A word-for-word copy of the records that follow is needed, with every picture omitted.

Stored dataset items
%%
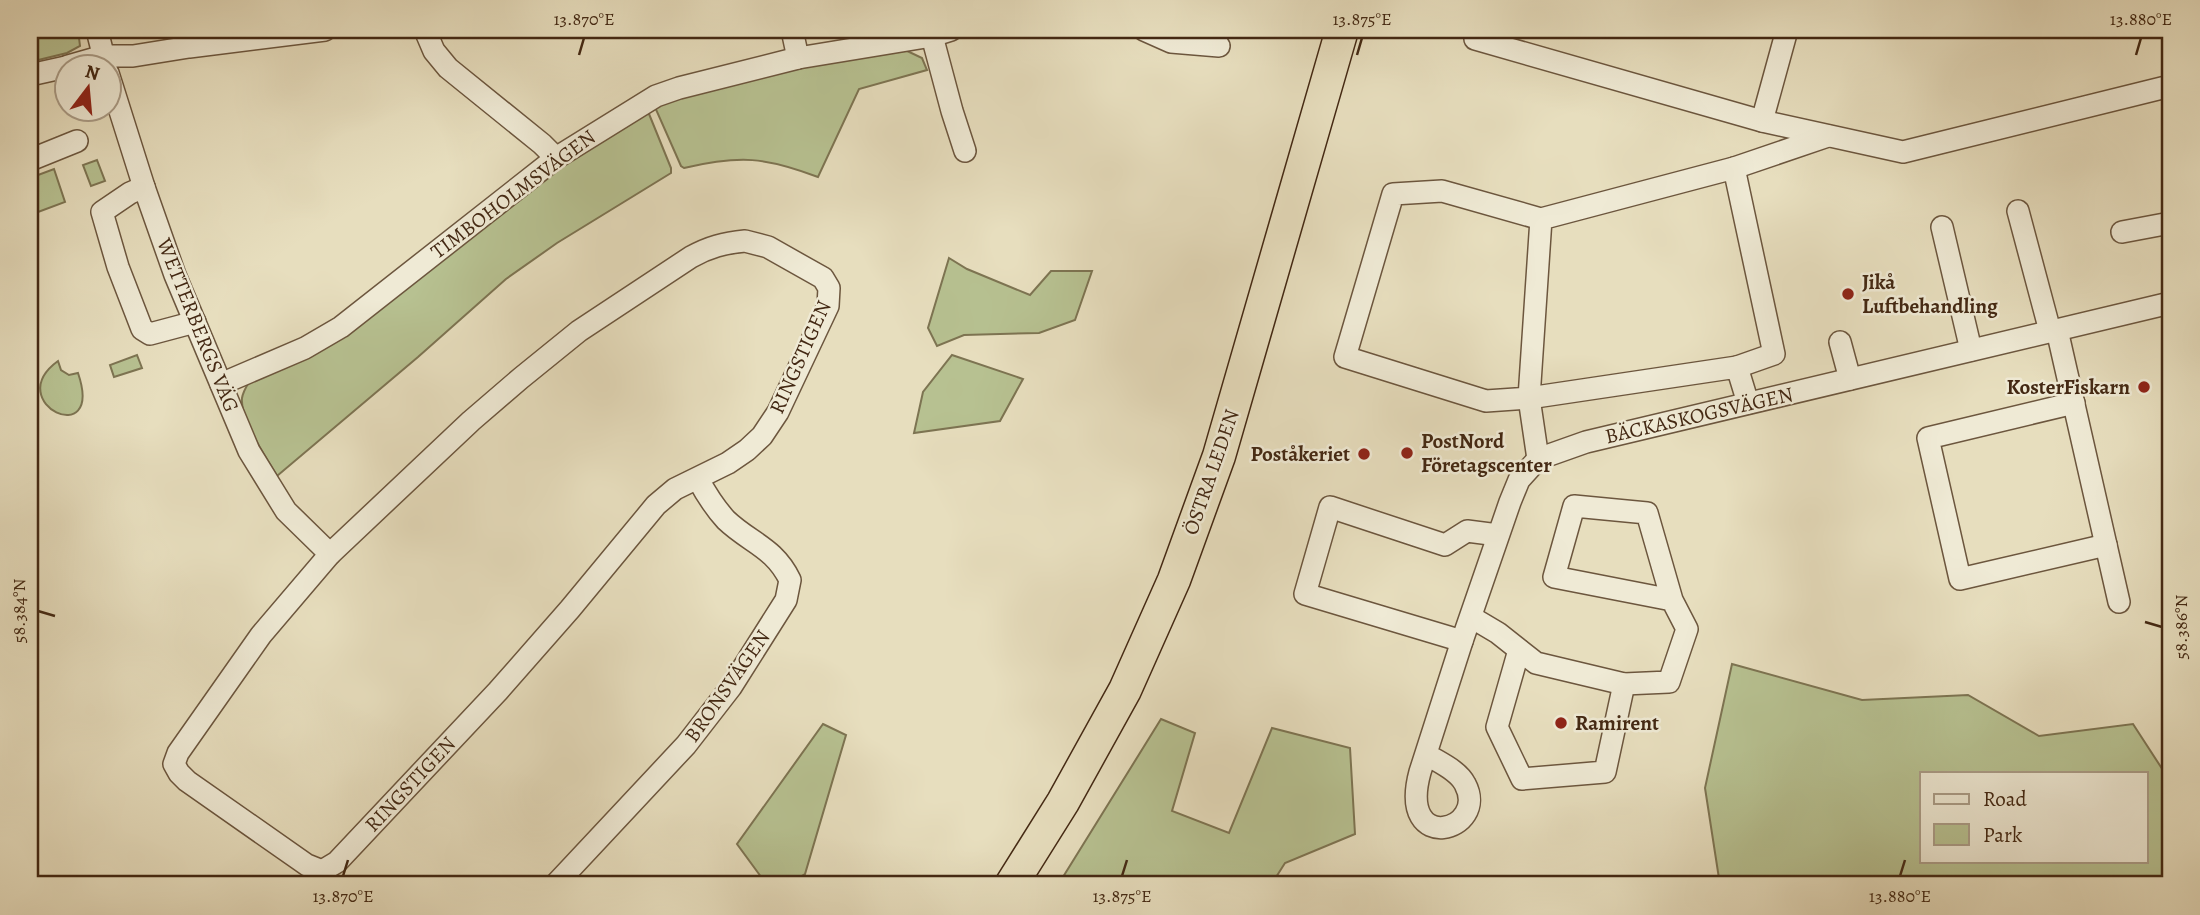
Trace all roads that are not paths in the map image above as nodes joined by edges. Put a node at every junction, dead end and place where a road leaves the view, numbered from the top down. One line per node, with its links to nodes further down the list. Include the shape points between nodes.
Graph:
1 (97, 30): 11 (street, WETTERBERGS VÄG)
2 (325, 30): 13 (street)
3 (425, 30): 22 (street, via 448,68)
4 (792, 30): 12 (street)
5 (1144, 30): 10 (street, via 1171,42)
6 (1342, 30): 55 (highway, ÖSTRA LEDEN, via 1219,456 1174,580 1125,690)
7 (1477, 30): 18 (street, via 1475,39)
8 (1787, 30): 18 (street)
9 (942, 33): 12 (street, TIMBOHOLMSVÄGEN); 21 (street, via 952,111)
10 (1208, 40)
11 (103, 52)
12 (798, 58): 22 (street, TIMBOHOLMSVÄGEN, via 656,96)
13 (122, 60)
14 (52, 70): 15 (street)
15 (30, 75)
16 (2170, 86): 19 (street, via 1903,152)
17 (122, 116): 25 (street, WETTERBERGS VÄG)
18 (1762, 121): 19 (street)
19 (1828, 136): 24 (street)
20 (77, 141): 23 (street)
21 (965, 151)
22 (556, 158): 38 (street, TIMBOHOLMSVÄGEN, via 341,327 305,348)
23 (30, 160)
24 (1734, 168): 27 (street); 36 (street, via 1774,354)
25 (144, 187): 32 (street, WETTERBERGS VÄG); 32 (street, via 102,212 118,267 142,329 150,334)
26 (2018, 211): 33 (street)
27 (1541, 219): 39 (street); 39 (street, via 1442,191 1393,194 1345,357 1486,401)
28 (2170, 223): 30 (street)
29 (1942, 227): 35 (street)
30 (2122, 232)
31 (2170, 303): 33 (street, BÄCKASKOGSVÄGEN)
32 (195, 322): 38 (street, WETTERBERGS VÄG)
33 (2054, 331): 35 (street, BÄCKASKOGSVÄGEN); 41 (street)
34 (1840, 342): 37 (street)
35 (1970, 350): 37 (street, BÄCKASKOGSVÄGEN)
36 (1737, 367): 39 (street); 40 (street)
37 (1850, 379): 40 (street, BÄCKASKOGSVÄGEN)
38 (221, 384): 46 (street, WETTERBERGS VÄG, via 249,452 267,482 286,511)
39 (1529, 398): 42 (street)
40 (1748, 403): 42 (street, BÄCKASKOGSVÄGEN, via 1586,442)
41 (2074, 403): 45 (street); 45 (street, via 1928,438 1960,579)
42 (1538, 459): 44 (street, via 1519,480)
43 (698, 479): 46 (street, RINGSTIGEN, via 762,436 828,306 829,288 823,278 768,247 745,241 723,243 691,257 579,331 471,421); 46 (street, RINGSTIGEN, via 675,489 656,505 498,691 337,862 322,871 187,781 174,764 261,635); 54 (street, BRONSVÄGEN, via 727,521 782,564 790,580 786,600 731,687 686,745)
44 (1498, 535): 49 (street); 50 (street, via 1467,531 1445,545 1330,506 1305,594)
45 (2106, 545): 48 (street)
46 (330, 554)
47 (1672, 600): 47 (street, via 1647,513 1574,506 1554,577); 52 (street, via 1687,629 1669,682)
48 (2119, 602)
49 (1471, 617): 50 (street); 51 (street)
50 (1462, 641): 53 (street)
51 (1519, 650): 52 (street, via 1536,663); 52 (street, via 1497,727 1522,779 1605,772)
52 (1624, 684)
53 (1426, 754)
54 (555, 885)
55 (1011, 885)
%%
_ANSWER FOR THE TASK_
Trace all roads that are not paths in the map image above as nodes joined by edges. Put a node at every junction, dead end and place where a road leaves the view, numbered from the top down. One line per node, with its links to nodes further down the list. Include the shape points between nodes.
Graph:
1 (97, 30): 11 (street, WETTERBERGS VÄG)
2 (325, 30): 13 (street)
3 (425, 30): 22 (street, via 448,68)
4 (792, 30): 12 (street)
5 (1144, 30): 10 (street, via 1171,42)
6 (1342, 30): 55 (highway, ÖSTRA LEDEN, via 1219,456 1174,580 1125,690)
7 (1477, 30): 18 (street, via 1475,39)
8 (1787, 30): 18 (street)
9 (942, 33): 12 (street, TIMBOHOLMSVÄGEN); 21 (street, via 952,111)
10 (1208, 40)
11 (103, 52)
12 (798, 58): 22 (street, TIMBOHOLMSVÄGEN, via 656,96)
13 (122, 60)
14 (52, 70): 15 (street)
15 (30, 75)
16 (2170, 86): 19 (street, via 1903,152)
17 (122, 116): 25 (street, WETTERBERGS VÄG)
18 (1762, 121): 19 (street)
19 (1828, 136): 24 (street)
20 (77, 141): 23 (street)
21 (965, 151)
22 (556, 158): 38 (street, TIMBOHOLMSVÄGEN, via 341,327 305,348)
23 (30, 160)
24 (1734, 168): 27 (street); 36 (street, via 1774,354)
25 (144, 187): 32 (street, WETTERBERGS VÄG); 32 (street, via 102,212 118,267 142,329 150,334)
26 (2018, 211): 33 (street)
27 (1541, 219): 39 (street); 39 (street, via 1442,191 1393,194 1345,357 1486,401)
28 (2170, 223): 30 (street)
29 (1942, 227): 35 (street)
30 (2122, 232)
31 (2170, 303): 33 (street, BÄCKASKOGSVÄGEN)
32 (195, 322): 38 (street, WETTERBERGS VÄG)
33 (2054, 331): 35 (street, BÄCKASKOGSVÄGEN); 41 (street)
34 (1840, 342): 37 (street)
35 (1970, 350): 37 (street, BÄCKASKOGSVÄGEN)
36 (1737, 367): 39 (street); 40 (street)
37 (1850, 379): 40 (street, BÄCKASKOGSVÄGEN)
38 (221, 384): 46 (street, WETTERBERGS VÄG, via 249,452 267,482 286,511)
39 (1529, 398): 42 (street)
40 (1748, 403): 42 (street, BÄCKASKOGSVÄGEN, via 1586,442)
41 (2074, 403): 45 (street); 45 (street, via 1928,438 1960,579)
42 (1538, 459): 44 (street, via 1519,480)
43 (698, 479): 46 (street, RINGSTIGEN, via 762,436 828,306 829,288 823,278 768,247 745,241 723,243 691,257 579,331 471,421); 46 (street, RINGSTIGEN, via 675,489 656,505 498,691 337,862 322,871 187,781 174,764 261,635); 54 (street, BRONSVÄGEN, via 727,521 782,564 790,580 786,600 731,687 686,745)
44 (1498, 535): 49 (street); 50 (street, via 1467,531 1445,545 1330,506 1305,594)
45 (2106, 545): 48 (street)
46 (330, 554)
47 (1672, 600): 47 (street, via 1647,513 1574,506 1554,577); 52 (street, via 1687,629 1669,682)
48 (2119, 602)
49 (1471, 617): 50 (street); 51 (street)
50 (1462, 641): 53 (street)
51 (1519, 650): 52 (street, via 1536,663); 52 (street, via 1497,727 1522,779 1605,772)
52 (1624, 684)
53 (1426, 754)
54 (555, 885)
55 (1011, 885)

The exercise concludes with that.